DANIEL SALMORAL.- Debemos a Tucídides, autor de la “Guerra del Peloponeso” la descripción de la “peste” de la que el mismo cayo enfermo y llegó a curarse.
“El contagio hace que las personas se aíslen unas de otras, lo más seguro es no acercarse demasiado a nadie, algunos huyen de la ciudad, otros se encierran en sus casas y no dejan entrar a nadie. Mantenerse a distancia se convierte en el último recurso, los sanos se mantienen lejos de todos, incluso de sus padres, de su familia y sus hijos y aquellas personas dice Tucídides, se sentían privilegiadas por su curación al punto de creer que nunca más perecerían de enfermedad alguna”.
No hacia otra cosa que anunciar la doble regla de cumplimiento obligatorio hoy vigente que dispone la humanidad como profilaxis: distancia y encierro. Nihil nuevo sub sole (nada nuevo bajo el sol).
Los romanos nos hablan de la “Fiebre”, lo que después fue el paludismo y se producía generalmente en el mes de febrero, de allí deriva el nombre del mes “Febrero”, es decir el mes de las fiebres.
Durante el siglo X, la horrible peste del “fuego ardiente” hizo pensar junto a las hambrunas y las guerras en el fin del mundo y la gente donaba a los conventos sus bienes. Se conoció ese tiempo como los “Temores del Milenario”. Hoy la peste, las “infirmates” de los romanos (enfermedades), se convierten en súbitas pandemias como consecuencia de la globalización por que el espacio se encoge, el tiempo se abrevia y la historia se acelera, la necesidad de una vacuna se hace una necesidad perentoria. Mientras esto no ocurra, la receta de Tucídides encierro más distancia, a lo que se agrega agua y jabón, no hace mas que confirmar la vigencia de la fórmula magistral del general griego.
En su origen la palabra economía significaba administración de la casa y determina la progresión analógica más allá de sus límites domésticos y designa el conjunto de prácticas y dispositivos que el médico debe llevar a cabo con su paciente, también significa mantener las necesidades de la vida, “nutrir”.
Hoy se ha instalado en la sociedad contemporánea uno de los tantos y engañosos viceversas entre salud y economía, no hay tal antinomia, paradoja o viceversa.
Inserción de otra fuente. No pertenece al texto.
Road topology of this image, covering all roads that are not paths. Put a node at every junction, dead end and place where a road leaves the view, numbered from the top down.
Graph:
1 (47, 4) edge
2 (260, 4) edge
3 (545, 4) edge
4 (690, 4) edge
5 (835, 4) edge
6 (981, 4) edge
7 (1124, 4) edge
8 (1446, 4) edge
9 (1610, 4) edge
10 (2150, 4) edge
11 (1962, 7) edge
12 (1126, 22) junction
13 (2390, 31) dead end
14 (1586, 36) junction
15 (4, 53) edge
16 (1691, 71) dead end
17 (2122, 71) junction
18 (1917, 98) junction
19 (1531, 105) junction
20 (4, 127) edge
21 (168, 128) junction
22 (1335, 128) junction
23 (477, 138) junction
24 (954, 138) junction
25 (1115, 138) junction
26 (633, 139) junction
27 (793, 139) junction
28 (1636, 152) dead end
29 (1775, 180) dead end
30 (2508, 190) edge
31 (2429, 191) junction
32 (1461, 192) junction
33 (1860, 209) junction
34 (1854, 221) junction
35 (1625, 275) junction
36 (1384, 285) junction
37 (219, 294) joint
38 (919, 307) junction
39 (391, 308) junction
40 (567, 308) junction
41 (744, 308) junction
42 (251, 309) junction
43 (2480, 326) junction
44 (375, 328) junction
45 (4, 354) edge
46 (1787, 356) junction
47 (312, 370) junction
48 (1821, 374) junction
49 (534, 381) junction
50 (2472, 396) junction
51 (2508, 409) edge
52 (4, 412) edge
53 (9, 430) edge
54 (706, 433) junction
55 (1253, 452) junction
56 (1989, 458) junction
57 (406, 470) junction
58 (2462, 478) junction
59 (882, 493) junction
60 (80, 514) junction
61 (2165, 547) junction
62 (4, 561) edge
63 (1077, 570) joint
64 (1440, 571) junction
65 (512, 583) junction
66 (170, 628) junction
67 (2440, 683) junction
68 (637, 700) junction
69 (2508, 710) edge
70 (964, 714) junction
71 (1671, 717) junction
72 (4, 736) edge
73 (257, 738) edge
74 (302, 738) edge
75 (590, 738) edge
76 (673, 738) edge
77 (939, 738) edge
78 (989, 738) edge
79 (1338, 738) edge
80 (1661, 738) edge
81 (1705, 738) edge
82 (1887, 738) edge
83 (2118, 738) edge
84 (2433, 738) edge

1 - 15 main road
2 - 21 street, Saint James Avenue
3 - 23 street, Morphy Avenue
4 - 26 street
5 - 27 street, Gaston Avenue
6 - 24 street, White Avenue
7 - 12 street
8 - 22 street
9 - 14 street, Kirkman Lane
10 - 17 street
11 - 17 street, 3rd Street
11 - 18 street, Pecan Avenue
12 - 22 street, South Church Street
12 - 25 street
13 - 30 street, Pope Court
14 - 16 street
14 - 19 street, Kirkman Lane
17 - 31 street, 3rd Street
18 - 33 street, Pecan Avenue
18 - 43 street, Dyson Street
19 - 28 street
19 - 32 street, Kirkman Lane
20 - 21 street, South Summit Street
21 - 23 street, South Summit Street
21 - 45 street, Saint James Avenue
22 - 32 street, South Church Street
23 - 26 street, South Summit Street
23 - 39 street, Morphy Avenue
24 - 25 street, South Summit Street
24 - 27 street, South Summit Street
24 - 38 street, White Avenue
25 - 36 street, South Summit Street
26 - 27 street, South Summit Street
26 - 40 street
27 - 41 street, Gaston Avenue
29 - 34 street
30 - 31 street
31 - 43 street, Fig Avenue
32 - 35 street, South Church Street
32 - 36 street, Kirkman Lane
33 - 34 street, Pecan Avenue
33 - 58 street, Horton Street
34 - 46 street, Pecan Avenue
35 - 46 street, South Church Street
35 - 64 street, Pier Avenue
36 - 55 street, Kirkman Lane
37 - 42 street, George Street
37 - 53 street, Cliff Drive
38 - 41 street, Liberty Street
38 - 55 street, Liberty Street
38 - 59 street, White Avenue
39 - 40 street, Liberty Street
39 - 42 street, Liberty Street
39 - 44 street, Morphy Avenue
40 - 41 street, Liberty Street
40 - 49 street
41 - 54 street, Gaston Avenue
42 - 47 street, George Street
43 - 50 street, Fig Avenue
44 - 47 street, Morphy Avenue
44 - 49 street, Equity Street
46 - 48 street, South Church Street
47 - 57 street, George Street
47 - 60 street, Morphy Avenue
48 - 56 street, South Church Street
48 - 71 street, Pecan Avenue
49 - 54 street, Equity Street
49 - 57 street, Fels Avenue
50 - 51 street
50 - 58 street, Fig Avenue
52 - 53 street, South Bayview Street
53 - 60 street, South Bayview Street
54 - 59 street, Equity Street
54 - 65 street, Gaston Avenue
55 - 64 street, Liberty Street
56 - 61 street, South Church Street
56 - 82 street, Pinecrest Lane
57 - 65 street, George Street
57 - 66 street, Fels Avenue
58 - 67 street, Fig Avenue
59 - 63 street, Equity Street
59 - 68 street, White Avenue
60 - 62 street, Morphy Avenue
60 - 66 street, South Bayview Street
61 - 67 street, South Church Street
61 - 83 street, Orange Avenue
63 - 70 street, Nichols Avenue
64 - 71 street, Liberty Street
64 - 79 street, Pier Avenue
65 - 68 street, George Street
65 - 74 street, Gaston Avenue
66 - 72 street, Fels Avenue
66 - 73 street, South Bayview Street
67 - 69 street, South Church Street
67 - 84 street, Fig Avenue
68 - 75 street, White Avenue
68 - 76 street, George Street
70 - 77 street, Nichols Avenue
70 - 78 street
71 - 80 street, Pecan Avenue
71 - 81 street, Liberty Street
Examinemos el alcance y valor de los conceptos que por ser valores tienen escala, prioridades que se alternan y completan.
Además, los valores de tener cualidad positiva y negativa(abundante vs escaso), valores útiles o (sano vs enfermo), valores vitales, están entre ellos la prioridad en su aplicación, dominada por el sentido de oportunidad.
Si bien el Presidente de la Nación hasta hace un par de días puso el acento en la disyunción salud y economía en el primer bien, ahora lanza un plan de construcción de viviendas y aparece sin barbijo.
El hombre y la mujer no solo pueden morir infectados por el virus, sino también de hambre.
Entre los jinetes del apocalipsis en sendas cabalgaduras galopan a la par el hambre y la peste.
La economía es conocida por todos como la “ciencia de la escases”. Para los fisiócratas, primera escuela de economía de la modernidad, la entendía como la aplicación del orden natural aplicado a la sociedad, guiado todo por la mano invisible del mercado, concepto teológico llevado al football por Maradona cuando al hacer un celebrado gol, habla de la mano de Dios.
Adam Smith, padre de la economía moderna vió en la riqueza la razón de ser de la economía y tituló su obra “De la Riqueza de las Naciones”.
A la idea de un designio divino originario, otro inglés David Hume, contrapone el de un principio que funciona más bien como un “vientre” que como un cerebro y se pregunta ¿Por qué un sistema ordenado no puede ser tejido por un vientre antes que por un cerebro?. Ciertamente, el contraste fisiológico llevado a la ciencia económica es grande, pero la metáfora resulta atrayente.
Para la economía resultaría más eficaz, las llamadas indicadoras del “clamor gástrico” y el silbido de las tripas que todas las especulaciones teóricas hasta hoy analizadas por los economistas y de paso cobra vigor el doble aforismo popular: la economía es la ciencia de la escasez y a panza llena corazón contento. Y solo acudir al médico cuando pase la peste y la misiadura y nos quejemos de lleno y la gastrología sea denunciada por un estómago arrepentido.
Cerebro y vientre no son más que dos caras de una misma moneda. El caso es que por no tener moneda, ni presupuesto, ni plan económico, con un poder legislativo cojitranco, una justicia paralítica, mansueta y en franca feria, todos es emergencia y en consecuencia la imprevisibilidad es la regla.